Under the impending enactment of Japan’s Mobile Application Competition Act, Apple’s long-standing policy requiring all iOS browsers to be built exclusively on its WebKit engine may soon face significant change. Scheduled for full implementation by the end of 2025, the new regulation will permit third-party browsers on iOS in Japan to employ alternative rendering engines—such as Blink, used by Chrome, Microsoft Edge, and Opera, or Gecko, used by Firefox.
This move mirrors the direction of the European Union’s Digital Markets Act (DMA), which last year compelled Apple to allow third-party browsers in Europe to use their own engines.
However, Japan’s new legislation is widely regarded as even more stringent. In addition to prohibiting platform owners from barring developers from adopting alternative browser cores, it explicitly forbids Apple from imposing unreasonable technical restrictions on non-WebKit browsers.
According to the non-profit organization Open Web Advocacy, this will ensure that third-party browsers have a genuinely viable path to growth in Japan, preventing the change from becoming a mere token gesture. Under the law, Apple must not only allow browsers built on non-WebKit engines to be listed on the App Store but must also include a default browser selection screen during the initial iPhone setup, enabling users to choose alternatives to Safari from the outset.
The change will affect not only standalone browser apps but also in-app browsers—embedded web viewers within social media platforms, shopping apps, and other services. Developers will be free to adopt engines like Blink or Gecko, integrating more advanced features, performance optimizations, and consistent cross-platform experiences.

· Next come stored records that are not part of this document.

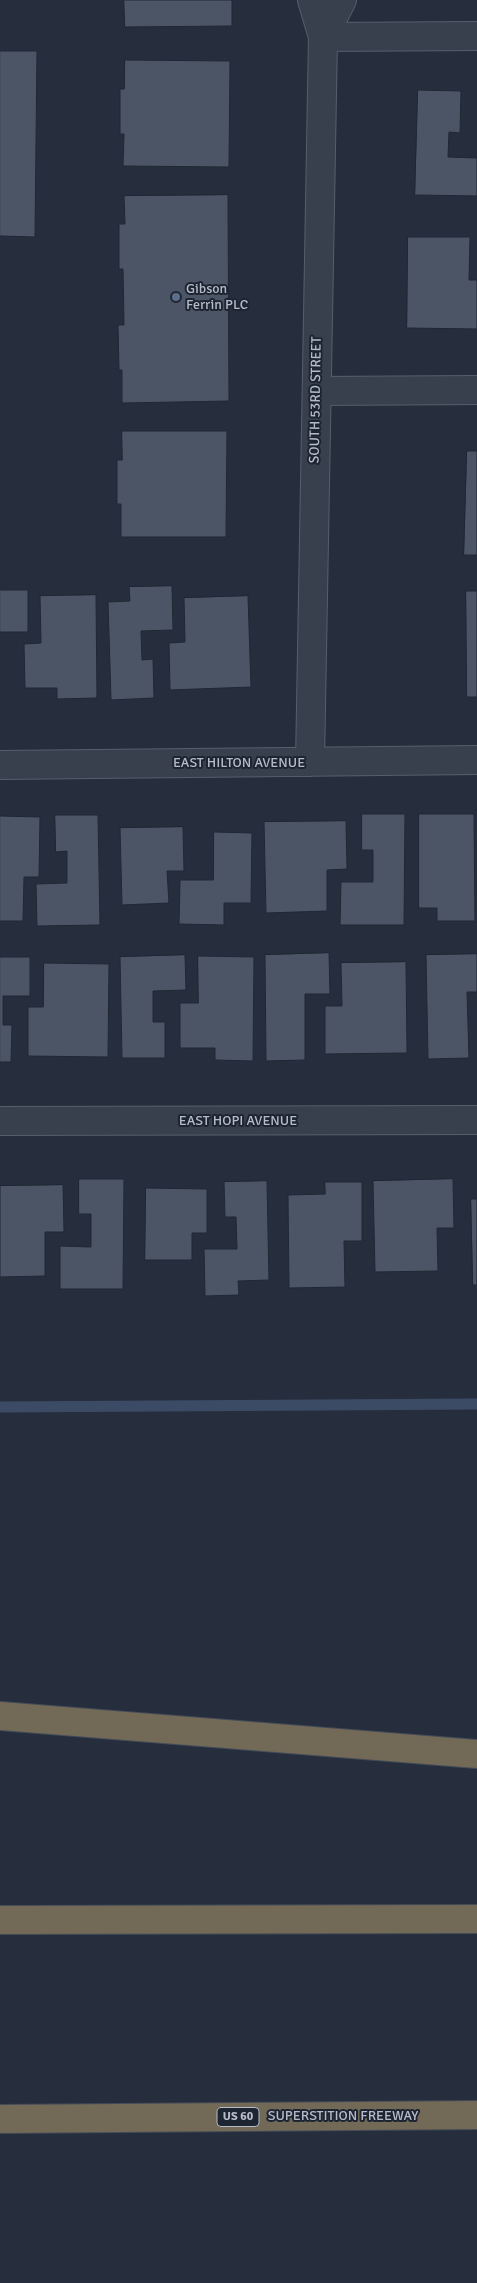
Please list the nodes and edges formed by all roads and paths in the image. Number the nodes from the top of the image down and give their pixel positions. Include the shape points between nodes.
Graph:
1 (312, 0) edge
2 (342, 0) edge
3 (477, 36) edge
4 (323, 37) junction
5 (477, 390) edge
6 (316, 391) junction
7 (477, 760) edge
8 (310, 762) junction
9 (0, 765) edge
10 (477, 1120) edge
11 (0, 1121) edge
12 (0, 1716) edge
13 (477, 1754) edge
14 (477, 1919) edge
15 (0, 1920) edge
16 (477, 2115) edge
17 (0, 2119) edge

1 - 4 street, SOUTH 53RD STREET
2 - 4 street, SOUTH 53RD STREET
3 - 4 street
4 - 6 street, SOUTH 53RD STREET
5 - 6 street
6 - 8 street, SOUTH 53RD STREET
7 - 8 street, EAST HILTON AVENUE
8 - 9 street, EAST HILTON AVENUE
10 - 11 street, EAST HOPI AVENUE
12 - 13 highway
14 - 15 highway
16 - 17 highway, SUPERSTITION FREEWAY / US 60

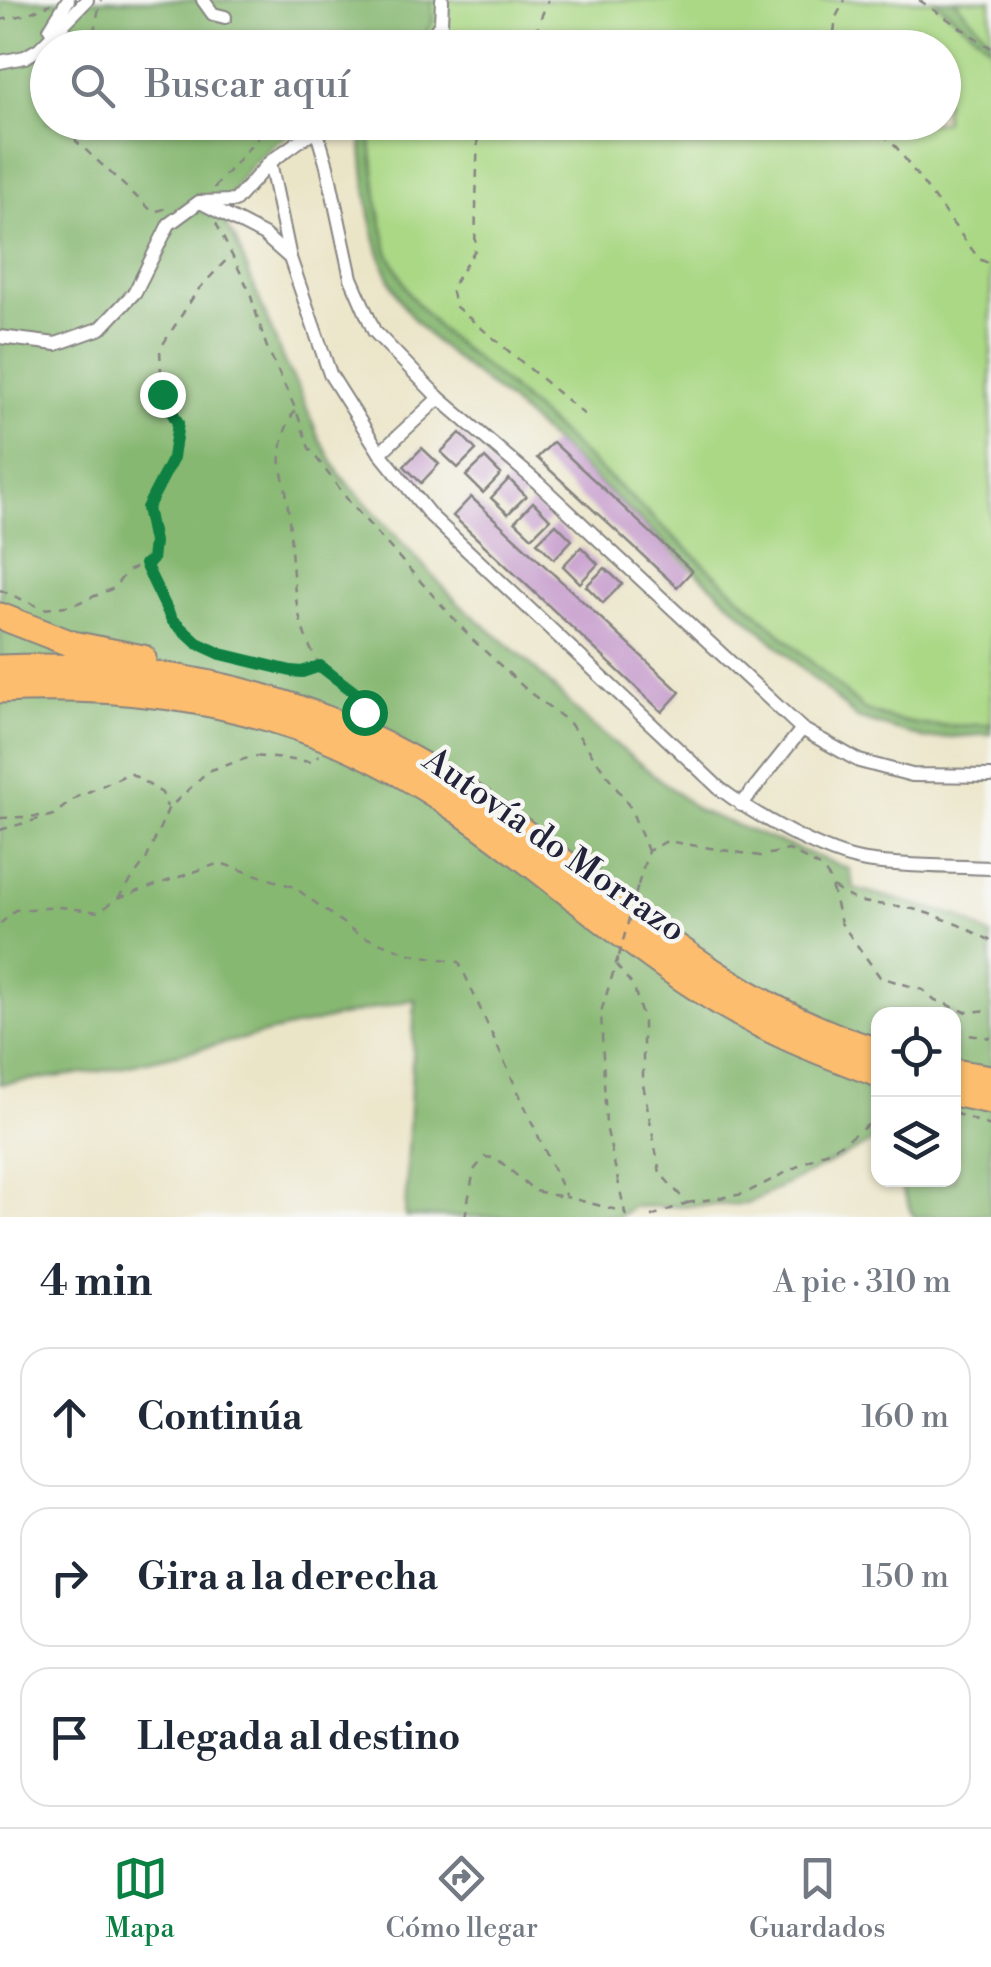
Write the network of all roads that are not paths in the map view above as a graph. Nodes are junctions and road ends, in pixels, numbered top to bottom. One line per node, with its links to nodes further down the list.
1 (68, 0): 6 (street)
2 (86, 0): 7 (street)
3 (203, 0): 5 (street)
4 (442, 0): 8 (street)
5 (224, 17)
6 (49, 30)
7 (56, 30)
8 (436, 30)
9 (30, 54): 10 (street)
10 (0, 62)
11 (302, 140): 13 (street)
12 (324, 140): 17 (street)
13 (270, 162): 14 (street); 15 (street)
14 (203, 202): 15 (street); 16 (street)
15 (290, 258): 18 (street)
16 (0, 337)
17 (439, 398): 18 (street); 23 (street)
18 (380, 452): 25 (street)
19 (0, 616): 22 (highway)
20 (0, 668): 22 (highway, Autovía do Morrazo)
21 (0, 690): 28 (highway, Autovía do Morrazo)
22 (351, 720): 27 (highway, Autovía do Morrazo)
23 (802, 729): 24 (street); 25 (street)
24 (991, 776)
25 (741, 805): 26 (street)
26 (991, 868)
27 (871, 1050)
28 (871, 1071)
29 (961, 1073): 30 (highway)
30 (991, 1078)
31 (961, 1095): 32 (highway)
32 (991, 1101)

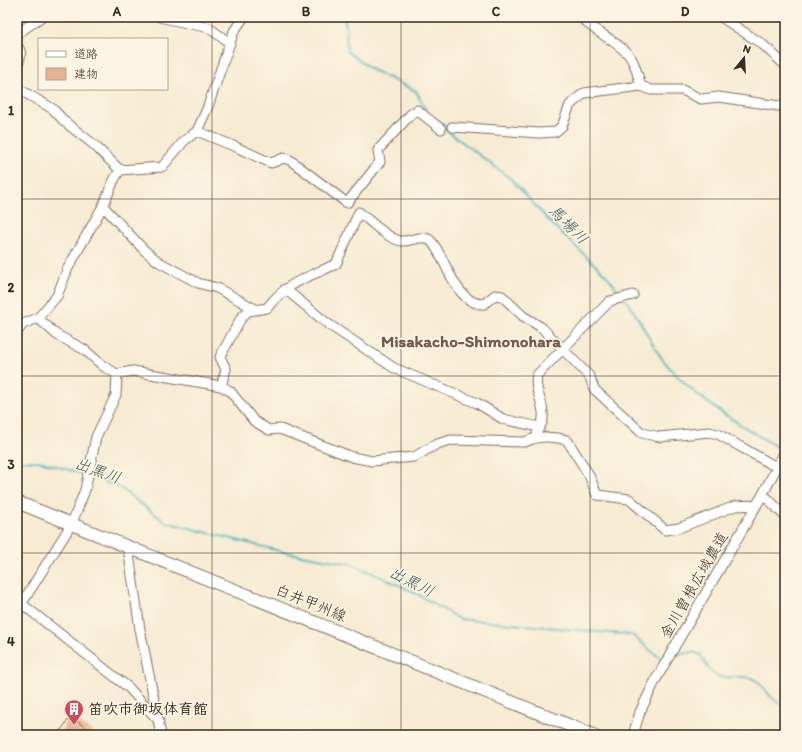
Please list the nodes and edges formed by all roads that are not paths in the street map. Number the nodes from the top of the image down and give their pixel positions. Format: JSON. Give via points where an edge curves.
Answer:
{"nodes":[{"id":1,"x":41,"y":17,"type":"edge"},
{"id":2,"x":158,"y":17,"type":"edge"},
{"id":3,"x":244,"y":17,"type":"edge"},
{"id":4,"x":581,"y":17,"type":"edge"},
{"id":5,"x":721,"y":17,"type":"edge"},
{"id":6,"x":17,"y":34,"type":"edge"},
{"id":7,"x":230,"y":43,"type":"junction"},
{"id":8,"x":17,"y":46,"type":"edge"},
{"id":9,"x":785,"y":65,"type":"edge"},
{"id":10,"x":17,"y":66,"type":"edge"},
{"id":11,"x":641,"y":86,"type":"junction"},
{"id":12,"x":17,"y":88,"type":"edge"},
{"id":13,"x":785,"y":104,"type":"edge"},
{"id":14,"x":452,"y":127,"type":"dead end"},
{"id":15,"x":441,"y":129,"type":"dead end"},
{"id":16,"x":197,"y":132,"type":"junction"},
{"id":17,"x":120,"y":170,"type":"junction"},
{"id":18,"x":103,"y":206,"type":"junction"},
{"id":19,"x":285,"y":289,"type":"junction"},
{"id":20,"x":631,"y":295,"type":"dead end"},
{"id":21,"x":256,"y":310,"type":"junction"},
{"id":22,"x":38,"y":318,"type":"junction"},
{"id":23,"x":17,"y":332,"type":"edge"},
{"id":24,"x":562,"y":349,"type":"junction"},
{"id":25,"x":118,"y":374,"type":"junction"},
{"id":26,"x":221,"y":386,"type":"junction"},
{"id":27,"x":539,"y":427,"type":"junction"},
{"id":28,"x":535,"y":437,"type":"junction"},
{"id":29,"x":784,"y":454,"type":"edge"},
{"id":30,"x":778,"y":468,"type":"junction"},
{"id":31,"x":763,"y":494,"type":"junction"},
{"id":32,"x":17,"y":502,"type":"edge"},
{"id":33,"x":756,"y":505,"type":"junction"},
{"id":34,"x":785,"y":516,"type":"edge"},
{"id":35,"x":71,"y":525,"type":"junction"},
{"id":36,"x":128,"y":548,"type":"junction"},
{"id":37,"x":20,"y":602,"type":"edge"},
{"id":38,"x":17,"y":611,"type":"edge"},
{"id":39,"x":159,"y":721,"type":"junction"},
{"id":40,"x":162,"y":735,"type":"edge"},
{"id":41,"x":592,"y":735,"type":"edge"},
{"id":42,"x":633,"y":735,"type":"edge"}],
"edges":[{"from":1,"to":6,"type":"street"},
{"from":2,"to":7,"type":"street","via":[[209,28]]},
{"from":3,"to":7,"type":"street","via":[[234,31]]},
{"from":4,"to":11,"type":"street","via":[[593,29],[626,52],[633,62]]},
{"from":5,"to":9,"type":"street","via":[[762,44]]},
{"from":7,"to":16,"type":"street"},
{"from":8,"to":10,"type":"street","via":[[21,57]]},
{"from":11,"to":13,"type":"street","via":[[651,90],[682,90],[701,100],[719,97],[779,106]]},
{"from":11,"to":14,"type":"street","via":[[584,92],[570,105],[562,126],[555,132]]},
{"from":12,"to":17,"type":"street","via":[[53,109]]},
{"from":15,"to":16,"type":"street","via":[[417,110],[378,150],[380,162],[347,203],[290,160],[284,158],[271,163],[236,146]]},
{"from":16,"to":17,"type":"street","via":[[184,141],[162,167]]},
{"from":17,"to":18,"type":"street"},
{"from":18,"to":21,"type":"street","via":[[144,250],[159,262],[198,283],[217,288]]},
{"from":18,"to":22,"type":"street","via":[[68,268],[57,296]]},
{"from":19,"to":21,"type":"street","via":[[266,308]]},
{"from":19,"to":24,"type":"street","via":[[336,264],[359,212],[389,236],[401,241],[422,237],[430,240],[456,287],[473,302],[484,304],[495,295],[502,296],[523,316],[541,326]]},
{"from":19,"to":27,"type":"street","via":[[328,324],[394,368],[477,404],[503,419]]},
{"from":20,"to":24,"type":"street","via":[[610,301]]},
{"from":21,"to":26,"type":"street","via":[[248,311],[240,318],[220,358],[226,369]]},
{"from":22,"to":23,"type":"street","via":[[23,324]]},
{"from":22,"to":25,"type":"street","via":[[57,335],[85,350],[103,366]]},
{"from":24,"to":27,"type":"street","via":[[537,375],[535,383],[542,402],[543,418]]},
{"from":24,"to":30,"type":"street","via":[[590,377],[594,389],[642,433],[660,437],[709,432],[718,434]]},
{"from":25,"to":26,"type":"street","via":[[133,371]]},
{"from":25,"to":35,"type":"street","via":[[116,395],[96,437],[85,490]]},
{"from":26,"to":28,"type":"street","via":[[230,391],[254,421],[269,430],[280,429],[352,457],[372,461],[414,457],[437,444],[451,440],[525,442]]},
{"from":27,"to":28,"type":"street"},
{"from":28,"to":33,"type":"street","via":[[567,440],[589,475],[597,495],[629,499],[665,530],[679,528],[735,506]]},
{"from":29,"to":30,"type":"street","name":"金川曽根広域農道"},
{"from":30,"to":31,"type":"street","name":"金川曽根広域農道"},
{"from":31,"to":33,"type":"street","name":"金川曽根広域農道"},
{"from":31,"to":34,"type":"street"},
{"from":32,"to":35,"type":"main road","name":"白井甲州線"},
{"from":33,"to":42,"type":"street","name":"金川曽根広域農道","via":[[665,662],[640,712]]},
{"from":35,"to":36,"type":"main road","name":"白井甲州線"},
{"from":35,"to":37,"type":"street"},
{"from":36,"to":39,"type":"street","via":[[140,629]]},
{"from":36,"to":41,"type":"main road","name":"白井甲州線"},
{"from":37,"to":38,"type":"street"},
{"from":37,"to":39,"type":"street","via":[[129,688]]},
{"from":39,"to":40,"type":"street"}]}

Apple has yet to comment on how the new Japanese regulations will impact its iOS ecosystem. Nonetheless, industry observers expect the move to open new opportunities for Google, Mozilla, Microsoft, and other browser vendors, allowing them to offer the same full-featured capabilities on iOS that they do on Android and desktop, rather than the pared-down versions constrained by WebKit.
For users, this could translate into faster JavaScript execution, better web compatibility, and access to more advanced functionalities such as extension support. At the same time, heightened competition in the market may drive continuous improvements to Safari itself.